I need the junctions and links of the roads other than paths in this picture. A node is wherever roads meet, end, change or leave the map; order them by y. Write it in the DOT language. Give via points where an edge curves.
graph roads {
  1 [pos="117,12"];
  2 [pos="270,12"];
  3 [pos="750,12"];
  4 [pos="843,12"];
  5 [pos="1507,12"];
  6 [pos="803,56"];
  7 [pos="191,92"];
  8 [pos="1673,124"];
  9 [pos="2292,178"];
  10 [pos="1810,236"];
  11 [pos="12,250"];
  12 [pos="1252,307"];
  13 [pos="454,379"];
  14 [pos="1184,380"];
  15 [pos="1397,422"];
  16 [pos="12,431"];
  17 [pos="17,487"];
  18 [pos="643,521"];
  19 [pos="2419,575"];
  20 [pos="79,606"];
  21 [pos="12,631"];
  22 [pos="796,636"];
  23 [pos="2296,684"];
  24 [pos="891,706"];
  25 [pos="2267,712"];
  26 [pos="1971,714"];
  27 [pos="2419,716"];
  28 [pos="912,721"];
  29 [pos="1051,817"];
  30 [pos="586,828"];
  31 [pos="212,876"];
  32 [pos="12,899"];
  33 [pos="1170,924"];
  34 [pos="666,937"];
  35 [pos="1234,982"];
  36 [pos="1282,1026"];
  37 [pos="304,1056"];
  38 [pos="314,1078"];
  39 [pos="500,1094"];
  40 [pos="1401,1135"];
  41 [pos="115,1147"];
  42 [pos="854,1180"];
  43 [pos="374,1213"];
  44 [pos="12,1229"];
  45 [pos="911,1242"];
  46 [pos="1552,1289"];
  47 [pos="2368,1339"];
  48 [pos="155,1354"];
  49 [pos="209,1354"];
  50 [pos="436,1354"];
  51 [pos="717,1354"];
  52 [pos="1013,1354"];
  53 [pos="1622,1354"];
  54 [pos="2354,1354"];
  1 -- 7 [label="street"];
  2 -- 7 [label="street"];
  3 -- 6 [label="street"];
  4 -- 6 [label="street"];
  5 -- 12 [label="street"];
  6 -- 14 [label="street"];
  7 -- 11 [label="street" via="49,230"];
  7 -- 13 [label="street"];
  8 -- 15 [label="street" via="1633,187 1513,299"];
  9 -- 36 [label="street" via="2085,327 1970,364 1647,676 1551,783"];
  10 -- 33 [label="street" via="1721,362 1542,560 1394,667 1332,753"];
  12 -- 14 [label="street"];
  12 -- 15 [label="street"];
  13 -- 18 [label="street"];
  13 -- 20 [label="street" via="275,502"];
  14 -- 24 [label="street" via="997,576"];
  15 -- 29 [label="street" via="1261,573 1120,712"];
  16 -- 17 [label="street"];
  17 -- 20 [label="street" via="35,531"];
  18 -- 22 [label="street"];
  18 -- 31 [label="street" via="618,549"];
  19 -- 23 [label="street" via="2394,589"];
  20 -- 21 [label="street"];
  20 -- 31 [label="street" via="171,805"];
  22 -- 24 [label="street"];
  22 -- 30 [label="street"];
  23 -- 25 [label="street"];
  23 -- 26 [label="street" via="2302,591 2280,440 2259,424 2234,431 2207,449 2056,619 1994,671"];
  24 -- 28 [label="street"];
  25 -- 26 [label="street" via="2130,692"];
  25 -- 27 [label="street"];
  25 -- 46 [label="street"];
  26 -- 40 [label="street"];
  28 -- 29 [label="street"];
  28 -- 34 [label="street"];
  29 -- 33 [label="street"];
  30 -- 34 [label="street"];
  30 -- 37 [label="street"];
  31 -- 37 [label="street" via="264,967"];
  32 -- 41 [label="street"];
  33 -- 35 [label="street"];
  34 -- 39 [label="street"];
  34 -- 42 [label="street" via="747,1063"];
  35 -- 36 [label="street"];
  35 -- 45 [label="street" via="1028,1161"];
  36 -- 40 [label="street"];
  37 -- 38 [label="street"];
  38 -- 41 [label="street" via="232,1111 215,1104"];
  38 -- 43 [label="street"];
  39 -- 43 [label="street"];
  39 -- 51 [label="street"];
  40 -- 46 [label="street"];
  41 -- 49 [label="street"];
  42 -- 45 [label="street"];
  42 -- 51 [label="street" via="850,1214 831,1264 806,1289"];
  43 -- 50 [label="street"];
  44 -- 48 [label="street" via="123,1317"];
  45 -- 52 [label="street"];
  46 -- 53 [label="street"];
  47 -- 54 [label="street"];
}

Problem statement |
Search the listing above for lines containing "roads", and copy them.

Finished task |
I need the junctions and links of the roads other than paths in this picture. A node is wherever roads meet, end, change or leave the map; order them by y. Write it in the DOT language. Give via points where an edge curves.
graph roads {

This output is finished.